Female actuary empowers mathematics students

women 12-1

Eva Paxhia from Nationwide Mutual Insurance Company educates students about the actuarial profession at YSU on Wednesday. Photo by Chelsea Telega/The Jambar.

Nationwide Mutual Insurance Company’s Eva Paxhia visited Youngstown State University’s Lincoln Building on Wednesday to warn students that “the geeks are taking over.”

In her presentation, Paxhia presented data, revealing that actuarial positions are ranked as the third-best profession this year. Last year, the profession was rated number one.

The Association for Women in Mathematics and the Actuarial Science Club invited Paxhia to speak because the job is generally unknown.

“The actuarial profession is something you won’t usually hear about until you hit college,” Paxhia said. “So educating students is very important because it can help them choose their major and profession.”

Paxhia said actuaries make sure the company they work for has enough money at all times, but it’s not always cut and paste.

The American Academy of Actuaries defines an actuary as someone who “put[s] a price tag on risk.” They are mathematical experts that use their statistical knowledge to solve a variety of business problems.

“If you’re an actuary, you’re always wrong,” she said. “Your goal is to be as close to right as possible.”

Paxhia informed the students of what corporations look for when they are hiring prospective employees and stressed the importance of taking actuarial exams in order to stand out among applicants.

“There are very subtle differences between the candidates,” Paxhia said. “There are very, very smart people out there and lot of people who know how to do this job. What we want is someone who can communicate with people who aren’t actuaries about what we do.”

Angela Spalsbury, associate professor of mathematics, worked in conjunction with the student organizations to invite Paxhia to YSU.

“We have a lot of students who are interested in being actuaries, so we felt that it was important to have an actuary come here,” Spalsbury said.
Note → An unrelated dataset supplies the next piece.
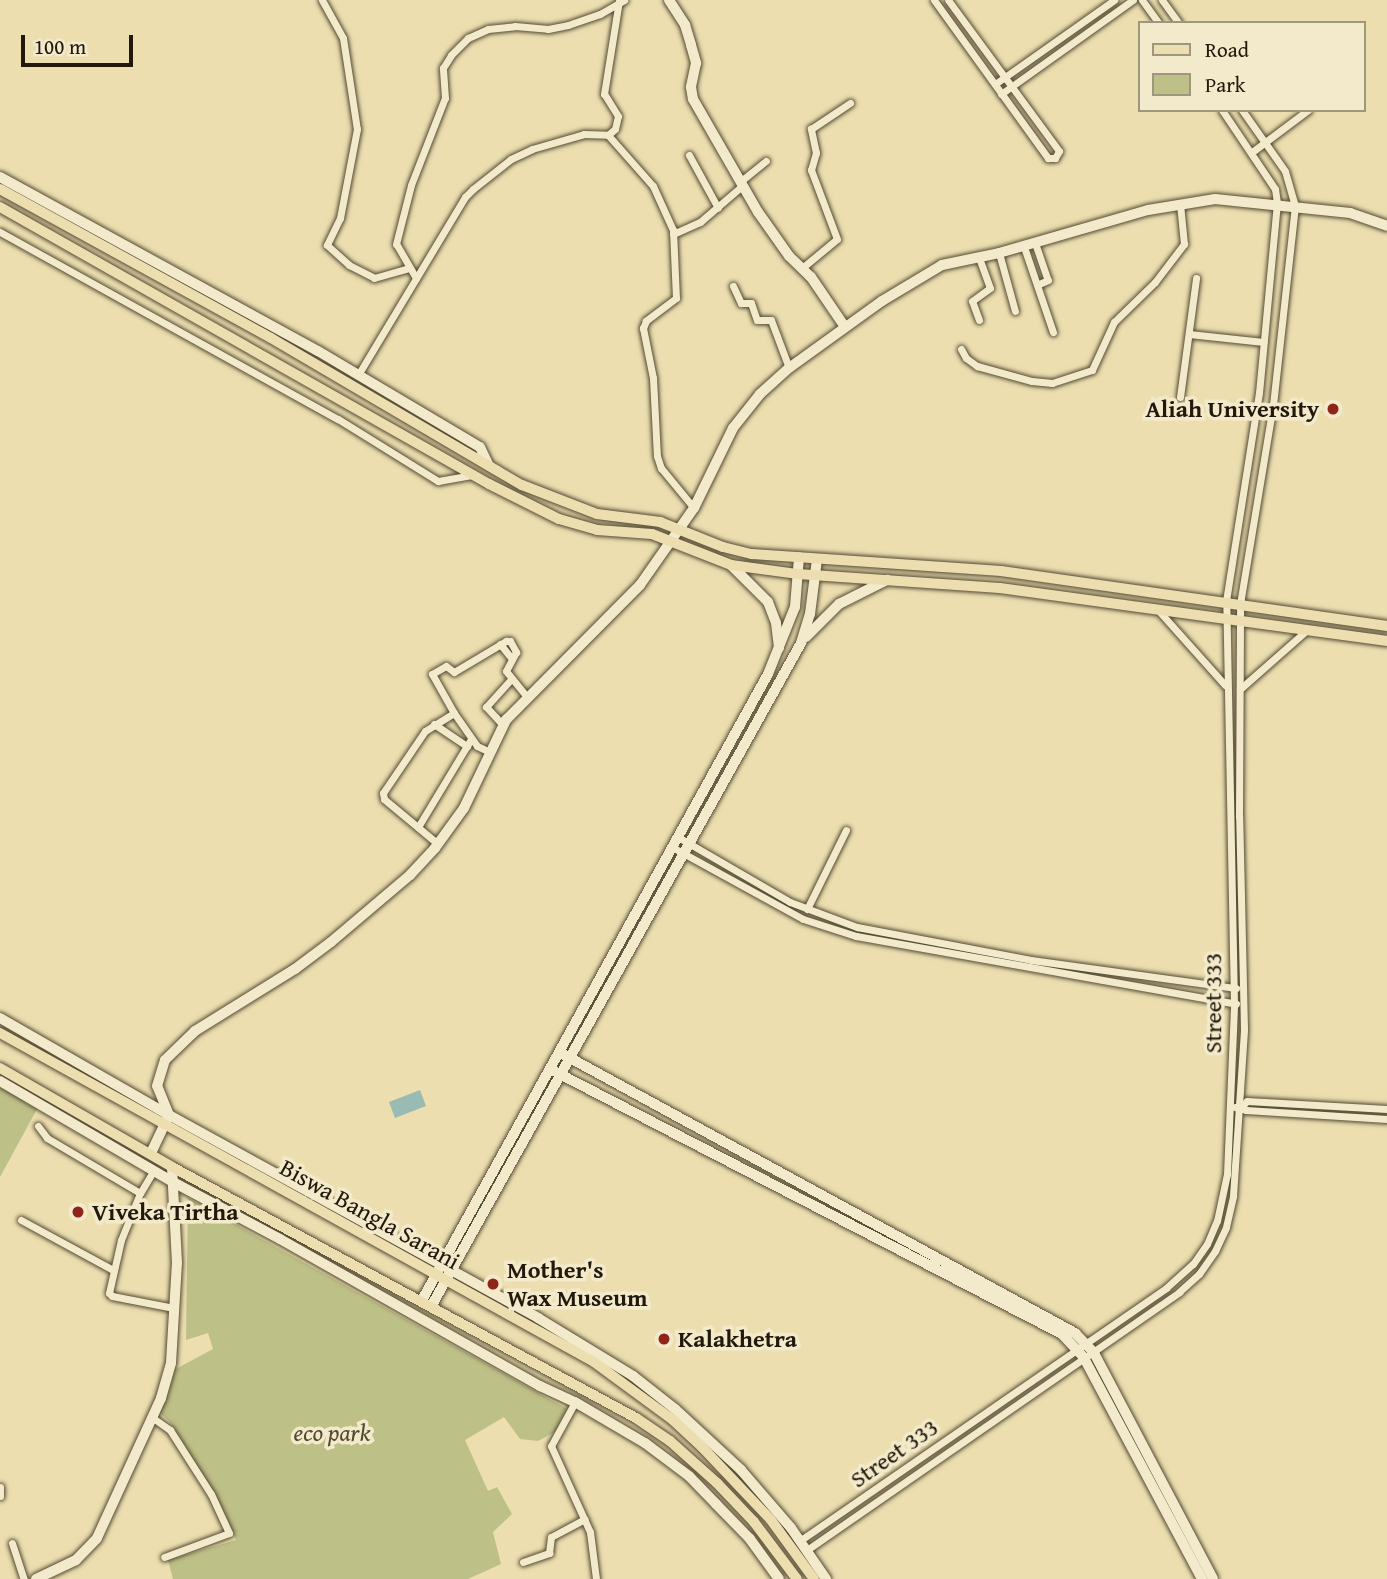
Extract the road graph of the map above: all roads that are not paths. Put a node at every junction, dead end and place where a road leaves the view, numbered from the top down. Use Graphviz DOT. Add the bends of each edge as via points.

The Association for Women in Mathematics felt that Paxhia’s visit was important to show the place of women in the mathematical field.

“When students get to see a successful mathematician who is a working woman at the top of her game, it’s very important,” Spalsbury said. “The students need that kind of role model.”

Paxhia said it is uncommon for women to be in the mathematical field and that they are often confused with secretaries.

“For women in mathematics, get used to it,” she said. “You’ll probably be the only one in the room. It’s a very male-dominated field, but it’s a great job for women, too, because very few people can really do the job.”

Adriel Hepburn, president of the Actuarial Science Club, said the actuarial profession is not something you can “half-step your way into.”

Hepburn took an actuarial test on Tuesday and passed.

“I was relieved because I’ve failed before,” he said. “I feel kind of motivated because now I’m looking at other tests to see how to study for them.”

Paxhia reminded students how difficult an actuarial position is but told them to not get discouraged. She said the most important part is to remain happy with your career choice.

“After you’ve started working, I’d say the time to quit is when you start to not like what you’re doing,” she said. “Even if you receive your fellowship and pass your tests, if you don’t like what you’re doing, it’s not worth it.”